Papers
Topics
Authors
Recent
2000 character limit reached

MultiEgo: A Multi-View Egocentric Video Dataset for 4D Scene Reconstruction (2512.11301v1)

Published 12 Dec 2025 in cs.CV

Abstract: Multi-view egocentric dynamic scene reconstruction holds significant research value for applications in holographic documentation of social interactions. However, existing reconstruction datasets focus on static multi-view or single-egocentric view setups, lacking multi-view egocentric datasets for dynamic scene reconstruction. Therefore, we present MultiEgo, the first multi-view egocentric dataset for 4D dynamic scene reconstruction. The dataset comprises five canonical social interaction scenes: meetings, performances, and a presentation. Each scene provides five authentic egocentric videos captured by participants wearing AR glasses. We design a hardware-based data acquisition system and processing pipeline, achieving sub-millisecond temporal synchronization across views, coupled with accurate pose annotations. Experiment validation demonstrates the practical utility and effectiveness of our dataset for free-viewpoint video (FVV) applications, establishing MultiEgo as a foundational resource for advancing multi-view egocentric dynamic scene reconstruction research.

Summary

  • The paper introduces MultiEgo, a dataset offering synchronized, multi-view egocentric videos that enable robust 4D dynamic scene reconstruction across diverse social interactions.
  • It employs a rigorous acquisition pipeline featuring sensor fusion, sub-millisecond synchronization, and precise pose annotation to tackle challenges from rapid motion and complex lighting.
  • Baseline evaluations reveal method-dependent performance, highlighting trade-offs between static background fidelity and the preservation of high-dynamic details in various scenes.

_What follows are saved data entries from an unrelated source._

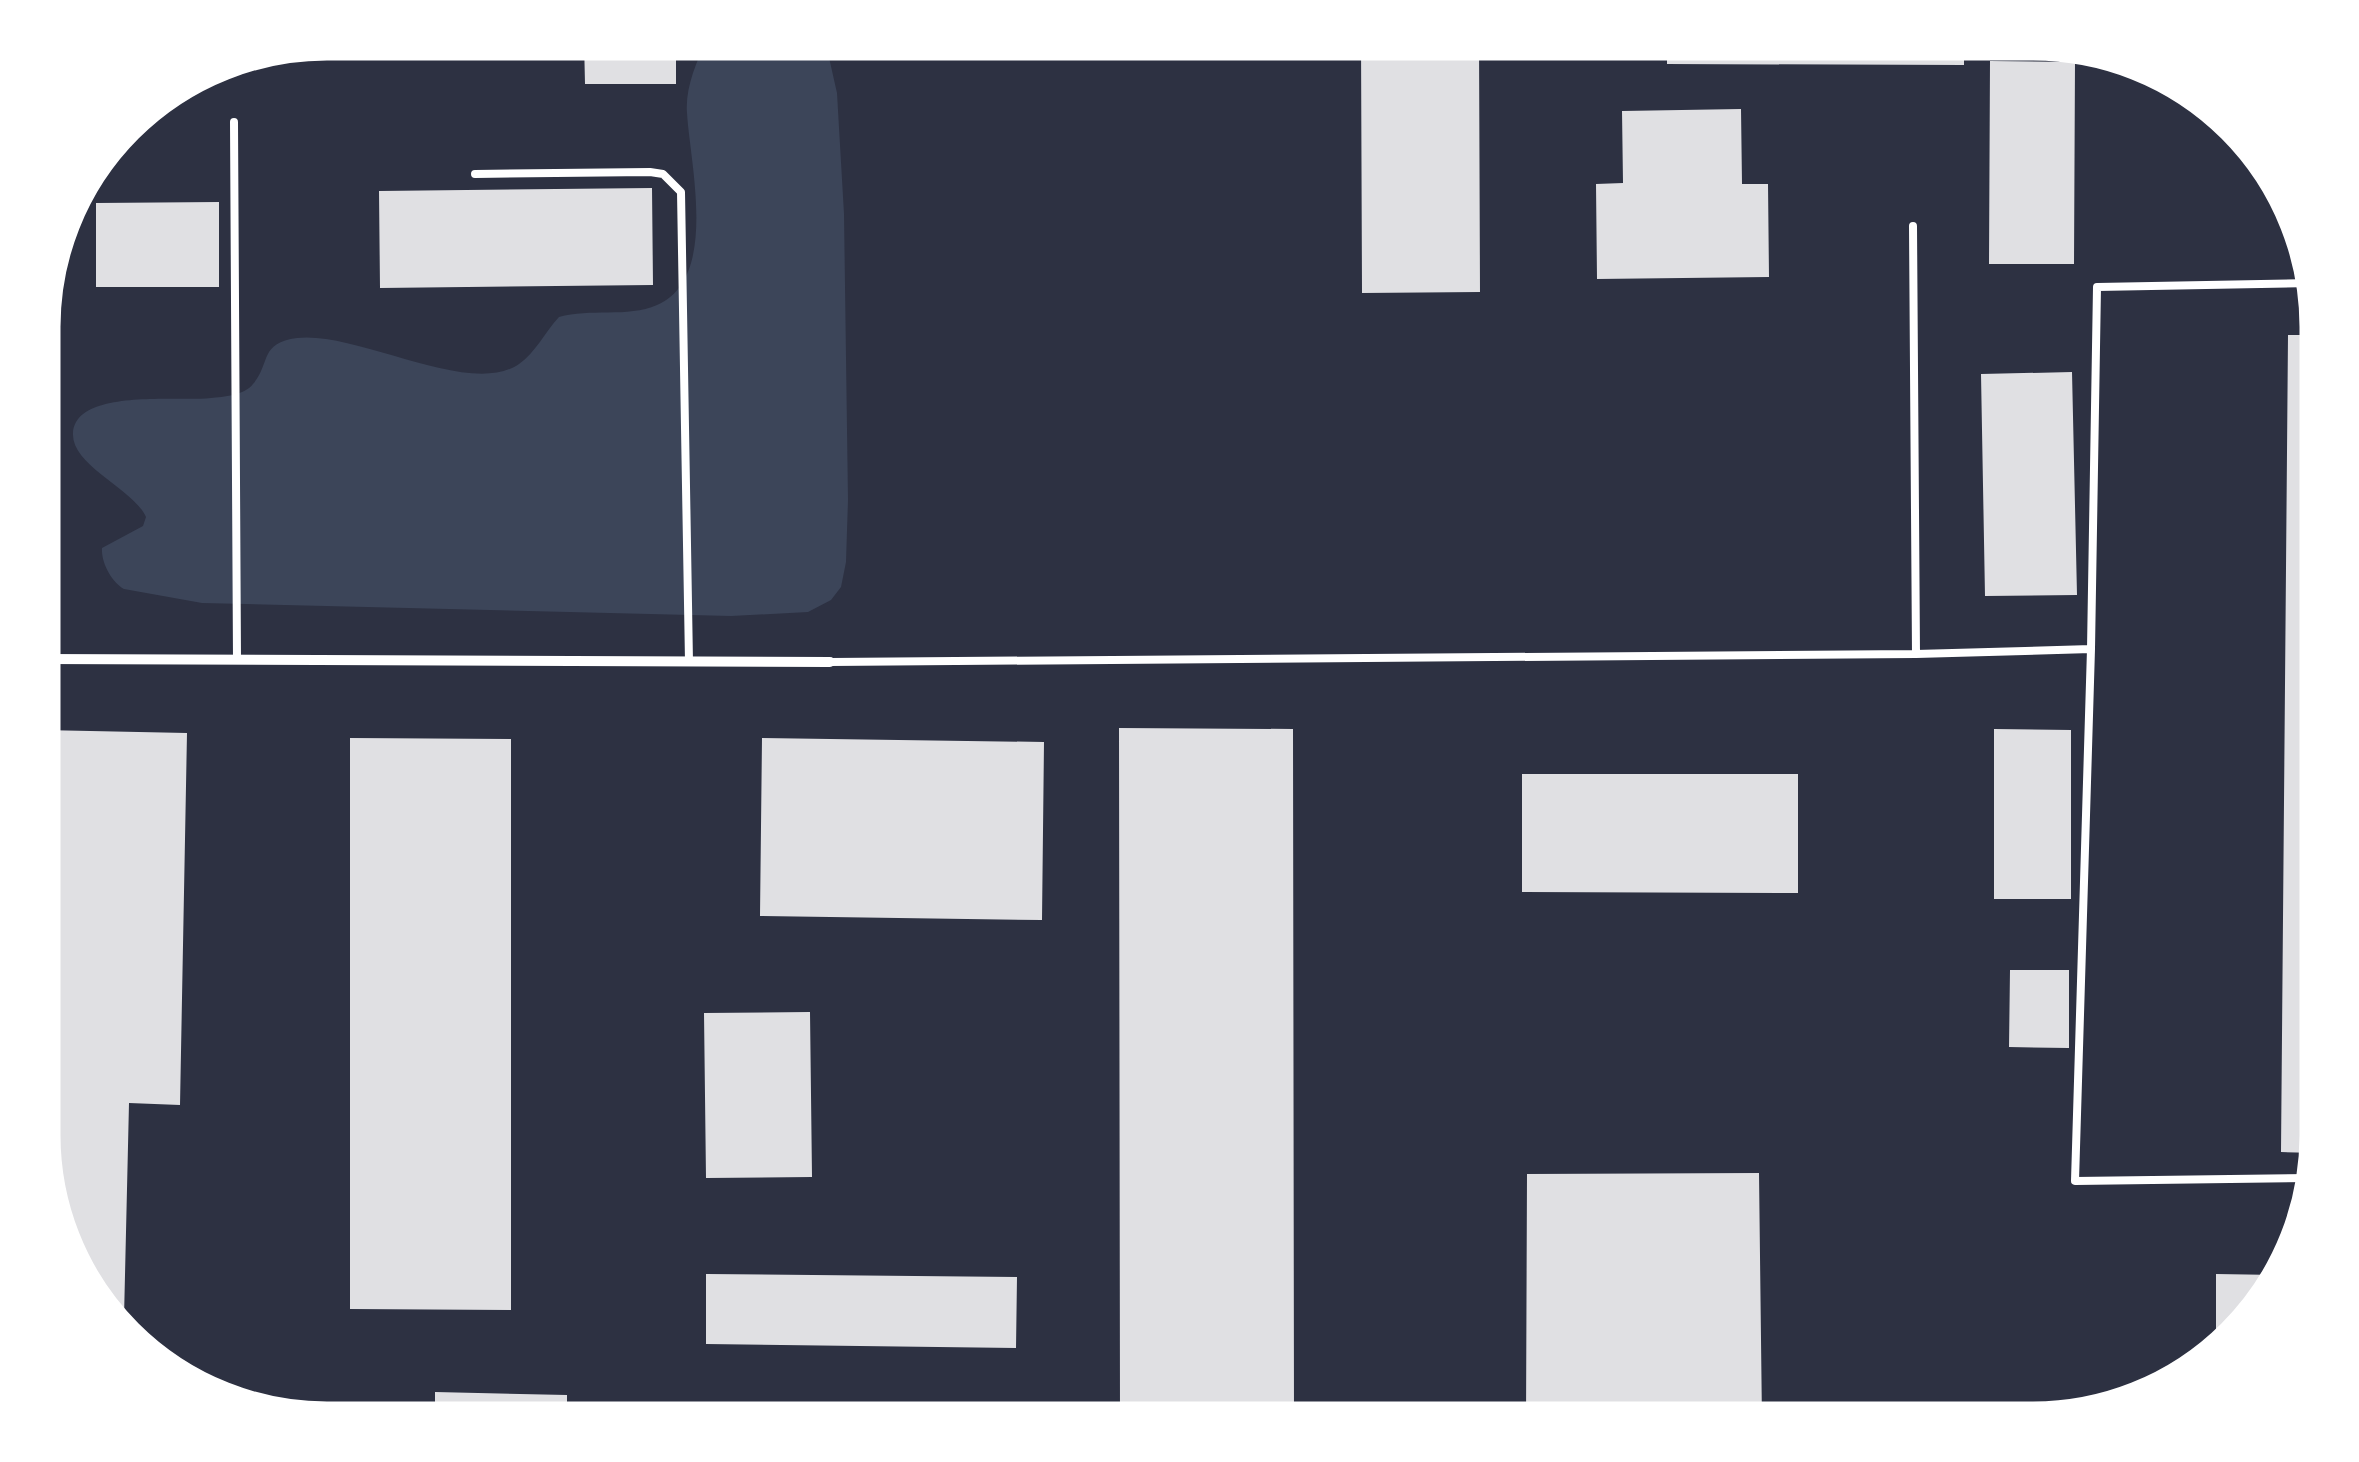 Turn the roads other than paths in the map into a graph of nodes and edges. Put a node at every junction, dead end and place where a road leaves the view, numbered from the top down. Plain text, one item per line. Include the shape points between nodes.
1 (234, 122) dead end
2 (475, 174) dead end
3 (1912, 226) dead end
4 (2297, 284) edge
5 (2091, 649) junction
6 (1916, 654) junction
7 (58, 659) edge
8 (237, 660) junction
9 (688, 662) junction
10 (830, 662) joint
11 (2297, 1178) edge

1 - 8 lane
2 - 9 lane via 650,172 681,192
3 - 6 lane
4 - 5 lane via 2097,286
5 - 6 lane
5 - 11 lane via 2075,1181
6 - 10 lane
7 - 8 street
8 - 9 street
9 - 10 street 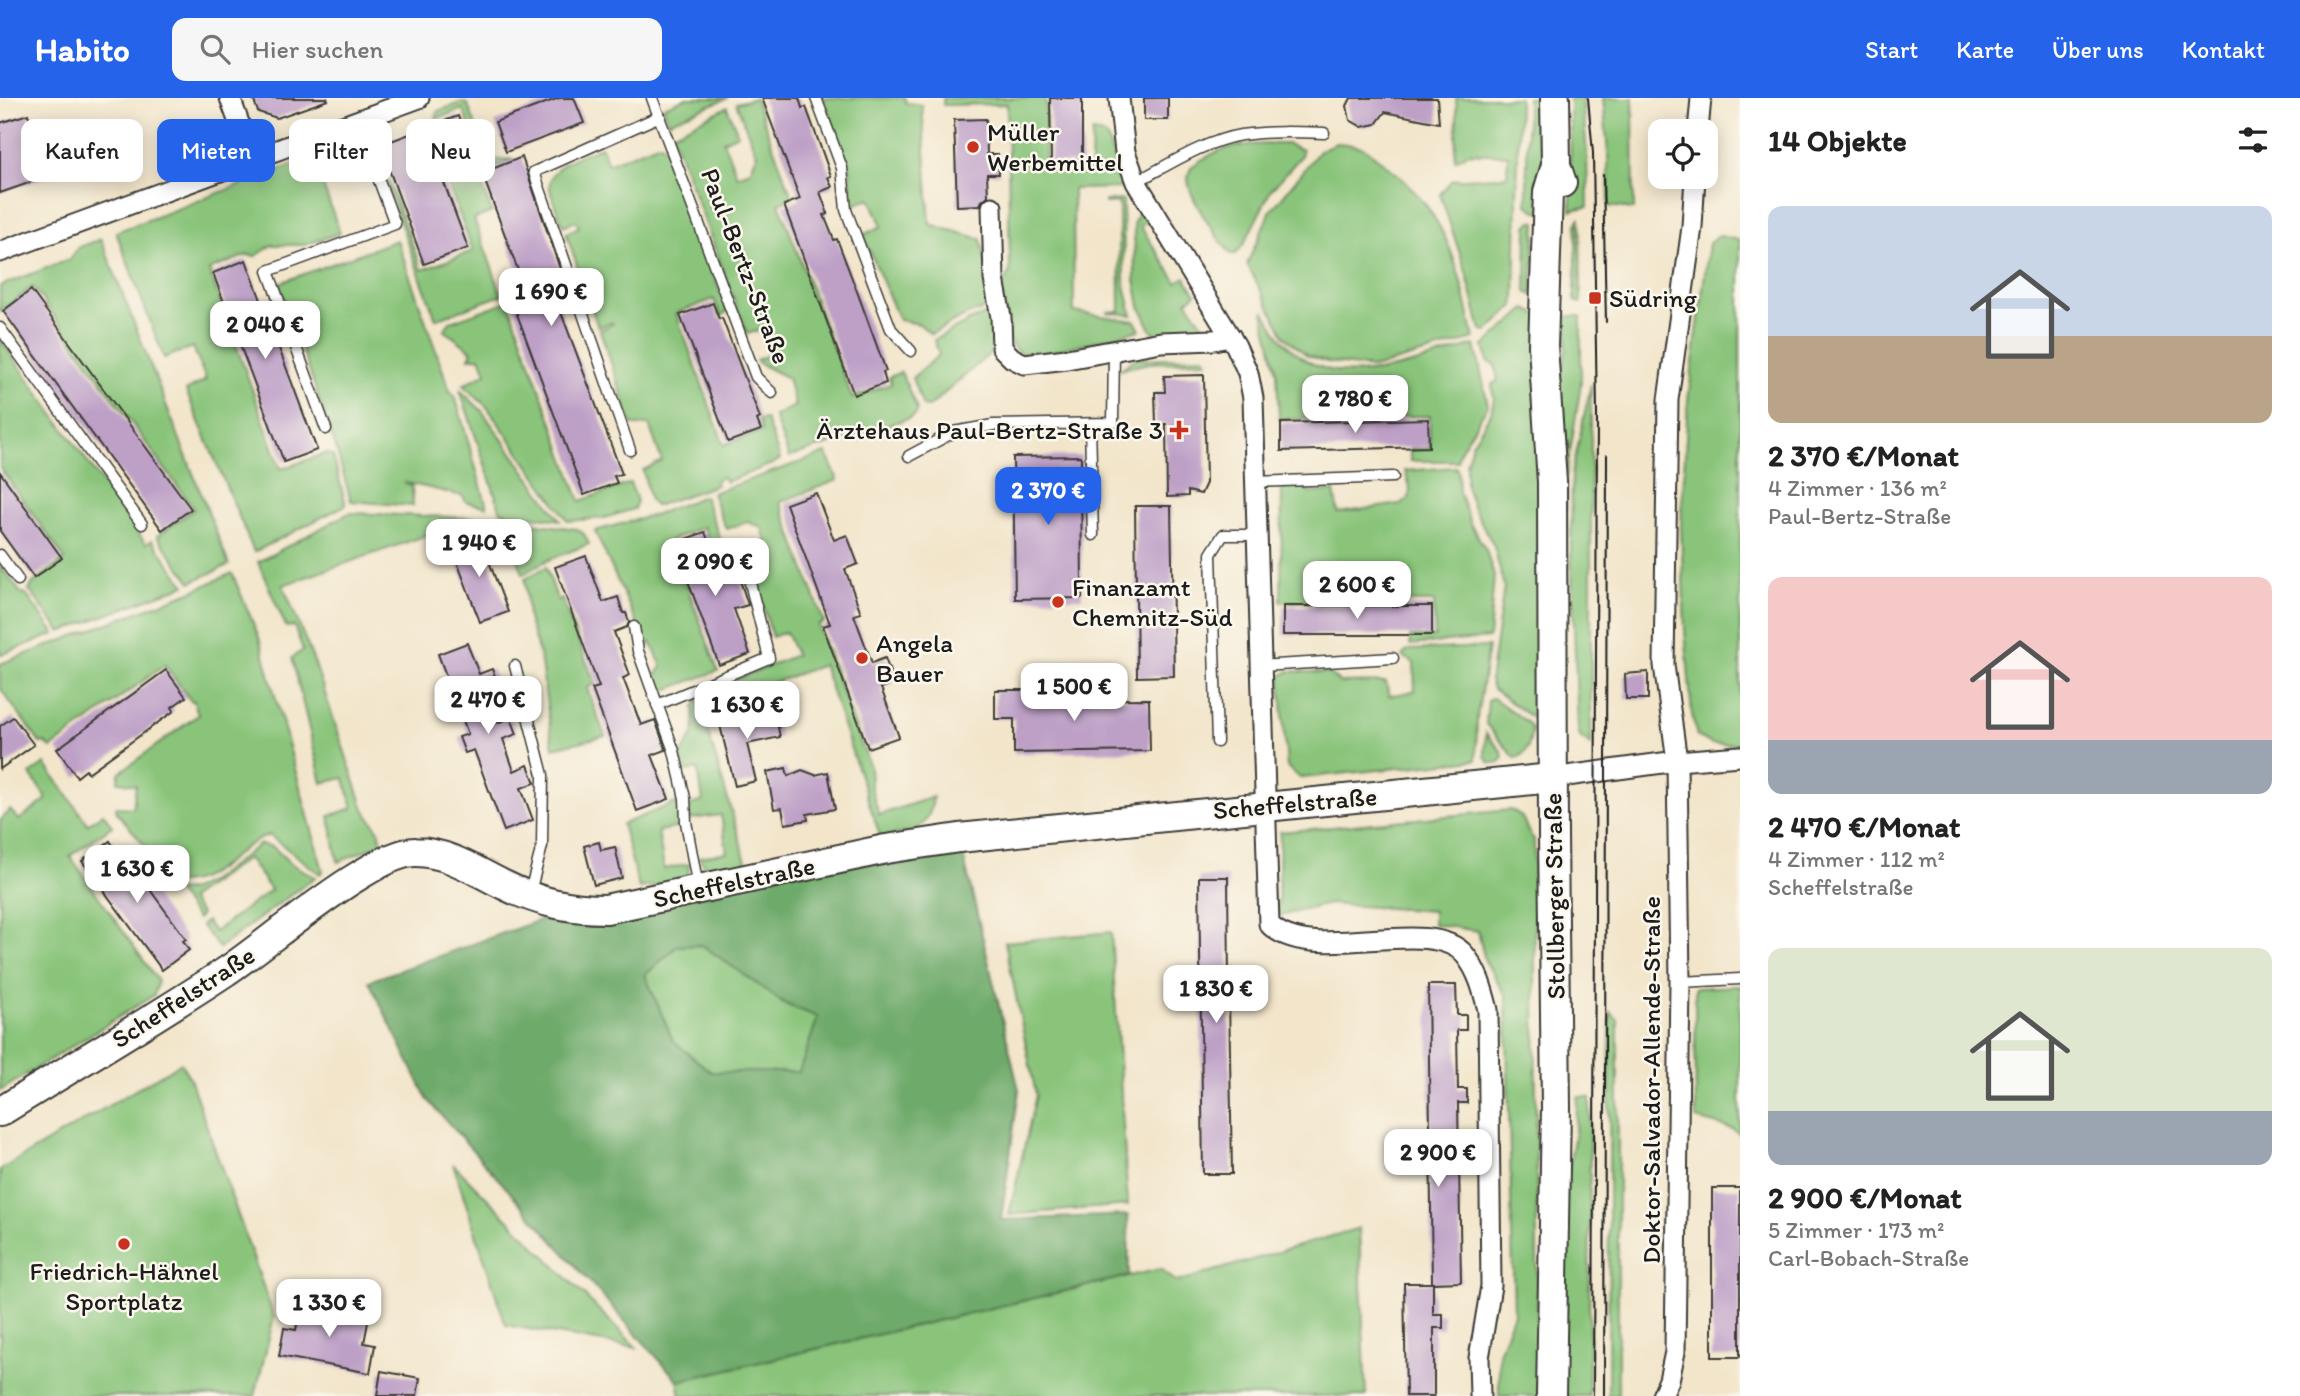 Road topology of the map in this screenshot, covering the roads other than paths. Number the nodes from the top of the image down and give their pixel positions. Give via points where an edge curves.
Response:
1 (230, 98) edge
2 (419, 98) edge
3 (652, 98) edge
4 (816, 98) edge
5 (1119, 98) edge
6 (1555, 98) edge
7 (1701, 98) edge
8 (660, 116) junction
9 (238, 119) edge
10 (362, 119) edge
11 (1699, 119) edge
12 (1324, 134) dead end
13 (190, 182) edge
14 (380, 182) edge
15 (1136, 182) junction
16 (1694, 189) edge
17 (992, 207) dead end
18 (0, 252) edge
19 (0, 328) edge
20 (1231, 337) junction
21 (1114, 350) junction
22 (911, 351) dead end
23 (772, 393) dead end
24 (1090, 425) junction
25 (326, 429) dead end
26 (630, 450) dead end
27 (909, 456) dead end
28 (1393, 477) dead end
29 (1255, 482) junction
30 (142, 524) dead end
31 (1093, 535) dead end
32 (1256, 535) junction
33 (0, 555) edge
34 (743, 555) dead end
35 (18, 580) dead end
36 (634, 627) dead end
37 (1393, 659) dead end
38 (515, 666) dead end
39 (1259, 666) junction
40 (657, 705) junction
41 (1217, 742) dead end
42 (1740, 756) edge
43 (1677, 761) junction
44 (1552, 778) junction
45 (1264, 807) junction
46 (698, 889) junction
47 (528, 896) junction
48 (1740, 979) edge
49 (1679, 982) junction
50 (0, 1112) edge
51 (1480, 1396) edge
52 (1551, 1396) edge
53 (1662, 1396) edge

1 - 9 street
2 - 10 street
3 - 8 lane, Paul-Bertz-Straße
4 - 22 lane via 842,168 846,210 891,329
5 - 15 street via 1125,152
6 - 44 main road, Stollberger Straße via 1556,165 1548,192 1544,346 1552,482
7 - 11 street
8 - 23 lane, Paul-Bertz-Straße via 756,377
8 - 26 lane via 534,172
12 - 15 lane via 1239,135 1186,154
13 - 18 street
14 - 25 lane via 395,224 268,271
15 - 20 street
16 - 43 street, Doktor-Salvador-Allende-Straße via 1668,400 1664,665
17 - 21 street via 1002,348 1024,364
19 - 30 lane
20 - 21 street
20 - 29 street via 1248,373 1253,398
21 - 24 lane via 1113,423
24 - 27 lane via 993,425 954,432
24 - 31 lane
28 - 29 lane
29 - 32 street
32 - 39 street
32 - 41 lane via 1223,536 1211,554
33 - 35 lane
34 - 40 lane via 769,658
36 - 40 lane
37 - 39 lane
38 - 47 lane via 542,775 542,846
39 - 45 street
40 - 46 lane via 685,798
42 - 43 street
43 - 44 street
43 - 49 street, Doktor-Salvador-Allende-Straße
44 - 45 main road, Scheffelstraße
44 - 52 main road, Stollberger Straße via 1556,1107
45 - 46 main road, Scheffelstraße via 959,838
45 - 51 street via 1269,924 1277,932 1316,941 1424,939 1447,944 1464,953 1480,979 1488,1010 1491,1286 1479,1358
46 - 47 main road, Scheffelstraße via 606,909 551,905
47 - 50 main road, Scheffelstraße via 436,855 414,851 383,861 228,970
48 - 49 lane
49 - 53 street, Doktor-Salvador-Allende-Straße via 1675,1352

MultiEgo: A Multi-View Egocentric Dataset for 4D Scene Reconstruction

Motivation and Context

Recent progress in free-viewpoint video (FVV) and dynamic scene modeling has enabled high-fidelity immersive experiences across applications such as VR, entertainment, and human-computer interaction. State-of-the-art novel view synthesis techniques (e.g., 3D Gaussian Splatting [3DGS]) have dramatically improved reconstruction efficiency and fidelity. However, existing multi-view datasets rely on static camera arrays and lack data captured from authentically human-driven egocentric perspectives. While isolated egocentric datasets exist (e.g., Ego4D, Ego-Exo4D), they focus mainly on action recognition and video understanding, not scene reconstruction, and do not facilitate synchrony and fusion across multiple wearable perspectives.

MultiEgo addresses this significant gap by providing a multi-person, multi-egocentric video dataset captured in dynamic social scenes with high-resolution video, rigorous hardware-based synchronization, and accurate pose annotation. This resource enables evaluation and advancement of methods for dynamic scene reconstruction from multiple wearable user perspectives, and responds directly to the practical challenges posed by unconstrained, natural scene motion and complex illumination. Figure 1

Figure 1: An overview of the MultiEgo dataset, comprising 5 dynamic scenes, each with 5 egocentric views and precise pose annotations, totaling 13,735 frames.

Dataset Composition and Acquisition Pipeline

MultiEgo consists of five challenging multi-person scenes, spanning meetings, performances, and presentations. Each scene includes participants equipped with RayNeo X2 AR glasses streaming 1080p 30 FPS video. Synchronization across views is achieved via a dedicated server-client architecture, with sub-millisecond temporal alignment supported by WiFi broadcast and device timestamping at 100 ns precision.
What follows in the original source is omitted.